| ABOUT THIS EXERCISE |
Work out the number of lines below containing the word "them" and give nothing besides it.

| PROVIDED RECORDS |

:::::

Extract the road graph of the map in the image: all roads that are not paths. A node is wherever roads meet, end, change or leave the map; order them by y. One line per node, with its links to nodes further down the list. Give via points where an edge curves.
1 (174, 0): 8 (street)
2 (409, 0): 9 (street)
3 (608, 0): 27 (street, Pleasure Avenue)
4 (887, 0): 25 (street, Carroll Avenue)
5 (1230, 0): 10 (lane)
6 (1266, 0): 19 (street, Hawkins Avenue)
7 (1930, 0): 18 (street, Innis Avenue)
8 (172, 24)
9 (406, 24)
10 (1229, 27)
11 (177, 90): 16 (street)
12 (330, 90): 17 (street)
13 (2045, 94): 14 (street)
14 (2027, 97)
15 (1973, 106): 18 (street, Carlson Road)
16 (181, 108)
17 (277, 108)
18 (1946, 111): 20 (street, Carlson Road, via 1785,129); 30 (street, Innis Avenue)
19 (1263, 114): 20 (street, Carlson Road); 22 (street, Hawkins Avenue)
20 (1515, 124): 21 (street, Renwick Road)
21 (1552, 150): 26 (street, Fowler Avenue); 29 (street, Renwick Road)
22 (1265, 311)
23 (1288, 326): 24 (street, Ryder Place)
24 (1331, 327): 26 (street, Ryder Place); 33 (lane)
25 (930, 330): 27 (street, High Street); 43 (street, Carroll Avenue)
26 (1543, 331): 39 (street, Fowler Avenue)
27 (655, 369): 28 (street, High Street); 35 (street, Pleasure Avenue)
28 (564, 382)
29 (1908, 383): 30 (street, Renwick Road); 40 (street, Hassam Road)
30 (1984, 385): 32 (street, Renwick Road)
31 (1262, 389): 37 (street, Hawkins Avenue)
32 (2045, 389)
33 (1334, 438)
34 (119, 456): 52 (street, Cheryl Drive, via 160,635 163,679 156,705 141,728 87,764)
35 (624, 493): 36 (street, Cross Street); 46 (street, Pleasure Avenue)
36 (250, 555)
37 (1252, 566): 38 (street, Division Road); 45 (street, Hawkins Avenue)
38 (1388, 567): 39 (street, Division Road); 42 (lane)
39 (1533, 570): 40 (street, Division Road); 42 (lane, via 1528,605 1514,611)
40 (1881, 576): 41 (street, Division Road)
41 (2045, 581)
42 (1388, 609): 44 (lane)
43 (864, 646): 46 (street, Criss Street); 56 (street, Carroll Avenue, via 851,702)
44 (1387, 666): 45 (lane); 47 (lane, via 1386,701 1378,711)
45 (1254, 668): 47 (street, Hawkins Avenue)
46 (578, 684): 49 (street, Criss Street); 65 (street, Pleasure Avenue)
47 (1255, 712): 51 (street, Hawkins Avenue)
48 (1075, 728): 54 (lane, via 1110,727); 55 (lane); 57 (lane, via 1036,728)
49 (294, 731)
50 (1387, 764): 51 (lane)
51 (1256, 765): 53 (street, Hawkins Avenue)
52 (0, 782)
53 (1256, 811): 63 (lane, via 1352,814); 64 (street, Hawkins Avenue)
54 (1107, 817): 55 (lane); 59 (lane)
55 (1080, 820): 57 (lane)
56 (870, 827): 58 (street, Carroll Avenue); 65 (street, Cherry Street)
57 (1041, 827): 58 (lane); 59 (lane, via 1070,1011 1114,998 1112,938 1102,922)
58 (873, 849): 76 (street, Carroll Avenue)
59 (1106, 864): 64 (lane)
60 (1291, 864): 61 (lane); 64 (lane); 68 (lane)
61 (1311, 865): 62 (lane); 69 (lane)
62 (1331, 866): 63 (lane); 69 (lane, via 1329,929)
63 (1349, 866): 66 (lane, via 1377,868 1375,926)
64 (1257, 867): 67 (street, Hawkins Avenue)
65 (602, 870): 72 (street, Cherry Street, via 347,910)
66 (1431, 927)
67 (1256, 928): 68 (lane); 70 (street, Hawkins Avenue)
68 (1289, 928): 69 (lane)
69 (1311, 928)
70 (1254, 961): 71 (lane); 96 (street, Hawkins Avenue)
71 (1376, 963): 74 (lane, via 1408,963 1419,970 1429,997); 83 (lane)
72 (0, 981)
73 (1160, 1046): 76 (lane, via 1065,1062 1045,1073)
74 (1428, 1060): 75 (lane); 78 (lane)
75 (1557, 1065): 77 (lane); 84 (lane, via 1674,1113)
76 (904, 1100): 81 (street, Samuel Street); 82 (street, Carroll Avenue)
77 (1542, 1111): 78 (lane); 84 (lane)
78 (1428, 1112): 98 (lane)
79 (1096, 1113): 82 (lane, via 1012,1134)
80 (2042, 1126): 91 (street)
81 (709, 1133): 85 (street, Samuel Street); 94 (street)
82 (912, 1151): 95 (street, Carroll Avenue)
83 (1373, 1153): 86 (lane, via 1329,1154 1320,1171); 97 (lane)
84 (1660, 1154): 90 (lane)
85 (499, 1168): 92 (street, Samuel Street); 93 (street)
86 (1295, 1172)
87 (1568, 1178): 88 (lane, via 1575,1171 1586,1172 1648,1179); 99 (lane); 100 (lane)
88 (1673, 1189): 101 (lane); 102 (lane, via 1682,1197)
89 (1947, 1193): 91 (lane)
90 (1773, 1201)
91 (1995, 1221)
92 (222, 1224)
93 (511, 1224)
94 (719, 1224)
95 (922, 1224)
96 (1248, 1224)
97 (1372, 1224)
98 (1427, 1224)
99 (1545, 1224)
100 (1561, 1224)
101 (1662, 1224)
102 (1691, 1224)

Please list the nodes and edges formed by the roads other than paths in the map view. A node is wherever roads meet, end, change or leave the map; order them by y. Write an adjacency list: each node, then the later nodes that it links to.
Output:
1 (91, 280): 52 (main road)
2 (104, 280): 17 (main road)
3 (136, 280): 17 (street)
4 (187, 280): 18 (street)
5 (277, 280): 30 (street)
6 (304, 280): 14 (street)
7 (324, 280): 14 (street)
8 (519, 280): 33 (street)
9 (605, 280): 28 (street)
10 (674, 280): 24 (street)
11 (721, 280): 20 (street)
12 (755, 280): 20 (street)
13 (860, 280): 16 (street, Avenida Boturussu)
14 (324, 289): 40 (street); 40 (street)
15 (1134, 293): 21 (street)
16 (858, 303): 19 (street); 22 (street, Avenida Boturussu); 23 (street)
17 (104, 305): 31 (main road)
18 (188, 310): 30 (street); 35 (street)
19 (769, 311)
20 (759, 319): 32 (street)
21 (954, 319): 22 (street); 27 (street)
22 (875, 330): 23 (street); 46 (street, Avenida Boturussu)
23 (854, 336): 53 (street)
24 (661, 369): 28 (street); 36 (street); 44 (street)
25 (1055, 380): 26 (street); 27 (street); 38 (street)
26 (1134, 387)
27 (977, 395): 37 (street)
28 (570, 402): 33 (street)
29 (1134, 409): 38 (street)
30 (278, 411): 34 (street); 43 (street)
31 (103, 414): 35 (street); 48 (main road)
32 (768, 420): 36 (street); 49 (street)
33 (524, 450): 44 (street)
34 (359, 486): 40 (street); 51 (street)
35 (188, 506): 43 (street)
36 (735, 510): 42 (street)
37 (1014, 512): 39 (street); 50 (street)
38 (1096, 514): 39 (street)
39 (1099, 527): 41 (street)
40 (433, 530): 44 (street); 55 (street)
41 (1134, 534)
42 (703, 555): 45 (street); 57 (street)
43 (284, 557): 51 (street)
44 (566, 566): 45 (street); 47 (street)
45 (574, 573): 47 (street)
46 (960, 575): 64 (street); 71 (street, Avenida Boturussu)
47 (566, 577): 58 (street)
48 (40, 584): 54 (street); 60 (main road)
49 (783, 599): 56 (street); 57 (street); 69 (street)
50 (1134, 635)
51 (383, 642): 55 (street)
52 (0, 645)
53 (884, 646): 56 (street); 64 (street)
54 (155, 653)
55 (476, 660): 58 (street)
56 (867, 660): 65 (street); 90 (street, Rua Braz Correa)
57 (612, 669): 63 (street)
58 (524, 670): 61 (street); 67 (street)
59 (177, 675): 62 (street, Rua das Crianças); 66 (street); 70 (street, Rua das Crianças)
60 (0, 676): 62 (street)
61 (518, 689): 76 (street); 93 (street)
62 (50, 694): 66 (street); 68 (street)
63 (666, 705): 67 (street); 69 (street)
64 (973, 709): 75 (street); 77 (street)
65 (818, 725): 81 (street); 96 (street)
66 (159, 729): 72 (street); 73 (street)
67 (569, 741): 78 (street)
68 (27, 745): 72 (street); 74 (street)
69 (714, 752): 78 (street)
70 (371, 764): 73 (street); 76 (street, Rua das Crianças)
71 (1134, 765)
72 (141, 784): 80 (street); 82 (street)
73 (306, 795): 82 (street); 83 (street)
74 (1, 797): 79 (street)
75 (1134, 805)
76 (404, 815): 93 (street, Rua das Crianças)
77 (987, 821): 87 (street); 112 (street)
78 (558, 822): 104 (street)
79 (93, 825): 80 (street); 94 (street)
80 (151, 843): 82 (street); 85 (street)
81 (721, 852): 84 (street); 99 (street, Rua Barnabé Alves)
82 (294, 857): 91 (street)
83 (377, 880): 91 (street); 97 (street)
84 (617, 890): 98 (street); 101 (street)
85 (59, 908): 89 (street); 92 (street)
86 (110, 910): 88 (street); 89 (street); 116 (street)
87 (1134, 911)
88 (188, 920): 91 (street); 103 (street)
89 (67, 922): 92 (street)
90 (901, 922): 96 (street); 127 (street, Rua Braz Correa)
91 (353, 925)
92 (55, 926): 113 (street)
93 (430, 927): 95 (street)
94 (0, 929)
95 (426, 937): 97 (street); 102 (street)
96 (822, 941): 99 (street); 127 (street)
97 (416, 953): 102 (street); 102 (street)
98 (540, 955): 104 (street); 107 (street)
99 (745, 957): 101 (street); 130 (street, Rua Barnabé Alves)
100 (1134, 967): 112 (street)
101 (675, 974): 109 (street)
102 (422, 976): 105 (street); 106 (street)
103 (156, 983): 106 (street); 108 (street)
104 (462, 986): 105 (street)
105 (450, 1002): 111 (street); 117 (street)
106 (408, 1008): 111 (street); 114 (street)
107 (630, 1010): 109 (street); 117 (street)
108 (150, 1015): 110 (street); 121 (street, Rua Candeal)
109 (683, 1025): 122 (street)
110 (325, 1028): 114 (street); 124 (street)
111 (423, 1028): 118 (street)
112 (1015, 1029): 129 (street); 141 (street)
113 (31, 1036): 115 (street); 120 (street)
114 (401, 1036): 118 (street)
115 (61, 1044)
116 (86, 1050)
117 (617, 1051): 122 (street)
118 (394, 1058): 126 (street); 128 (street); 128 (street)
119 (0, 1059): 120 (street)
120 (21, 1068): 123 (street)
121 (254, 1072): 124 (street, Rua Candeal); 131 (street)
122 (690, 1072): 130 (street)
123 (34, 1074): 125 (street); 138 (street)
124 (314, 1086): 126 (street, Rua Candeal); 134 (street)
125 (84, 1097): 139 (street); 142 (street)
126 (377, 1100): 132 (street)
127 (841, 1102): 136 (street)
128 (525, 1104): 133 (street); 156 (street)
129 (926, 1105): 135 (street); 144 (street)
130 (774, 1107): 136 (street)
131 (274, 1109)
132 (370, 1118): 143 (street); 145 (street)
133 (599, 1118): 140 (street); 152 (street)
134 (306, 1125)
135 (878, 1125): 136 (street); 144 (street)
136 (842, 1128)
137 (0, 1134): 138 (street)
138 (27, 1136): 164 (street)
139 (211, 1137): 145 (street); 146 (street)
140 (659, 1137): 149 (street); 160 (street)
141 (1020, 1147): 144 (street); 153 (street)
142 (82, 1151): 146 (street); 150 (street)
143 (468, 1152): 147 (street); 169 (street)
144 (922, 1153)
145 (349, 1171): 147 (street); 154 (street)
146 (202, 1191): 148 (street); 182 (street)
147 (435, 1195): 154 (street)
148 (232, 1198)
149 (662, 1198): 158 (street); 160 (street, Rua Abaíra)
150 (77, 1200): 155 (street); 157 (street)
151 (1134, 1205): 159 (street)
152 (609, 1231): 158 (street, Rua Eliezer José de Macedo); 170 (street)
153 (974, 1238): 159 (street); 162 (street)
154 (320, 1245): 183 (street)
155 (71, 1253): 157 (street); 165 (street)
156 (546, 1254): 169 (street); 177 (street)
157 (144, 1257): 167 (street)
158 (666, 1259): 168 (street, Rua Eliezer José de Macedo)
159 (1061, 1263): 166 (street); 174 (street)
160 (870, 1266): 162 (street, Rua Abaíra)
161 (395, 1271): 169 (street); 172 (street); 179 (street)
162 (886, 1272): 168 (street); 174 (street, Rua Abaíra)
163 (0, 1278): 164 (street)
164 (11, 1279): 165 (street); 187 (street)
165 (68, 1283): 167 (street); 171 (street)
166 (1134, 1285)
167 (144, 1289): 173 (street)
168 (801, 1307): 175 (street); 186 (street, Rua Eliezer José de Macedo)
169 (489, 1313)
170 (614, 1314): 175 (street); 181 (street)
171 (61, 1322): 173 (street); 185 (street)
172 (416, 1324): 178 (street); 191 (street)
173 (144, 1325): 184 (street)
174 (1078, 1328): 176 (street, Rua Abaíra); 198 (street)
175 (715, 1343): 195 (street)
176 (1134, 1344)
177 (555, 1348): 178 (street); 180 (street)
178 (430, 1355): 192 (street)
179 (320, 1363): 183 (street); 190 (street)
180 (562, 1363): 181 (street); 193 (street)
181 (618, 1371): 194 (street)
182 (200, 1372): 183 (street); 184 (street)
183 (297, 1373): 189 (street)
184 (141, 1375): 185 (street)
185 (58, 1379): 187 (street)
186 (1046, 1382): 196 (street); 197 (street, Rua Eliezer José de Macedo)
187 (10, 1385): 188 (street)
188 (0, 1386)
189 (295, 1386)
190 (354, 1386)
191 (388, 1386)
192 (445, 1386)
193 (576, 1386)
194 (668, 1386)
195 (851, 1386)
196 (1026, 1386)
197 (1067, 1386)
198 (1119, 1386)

:::::

| ANSWER SPACE |
2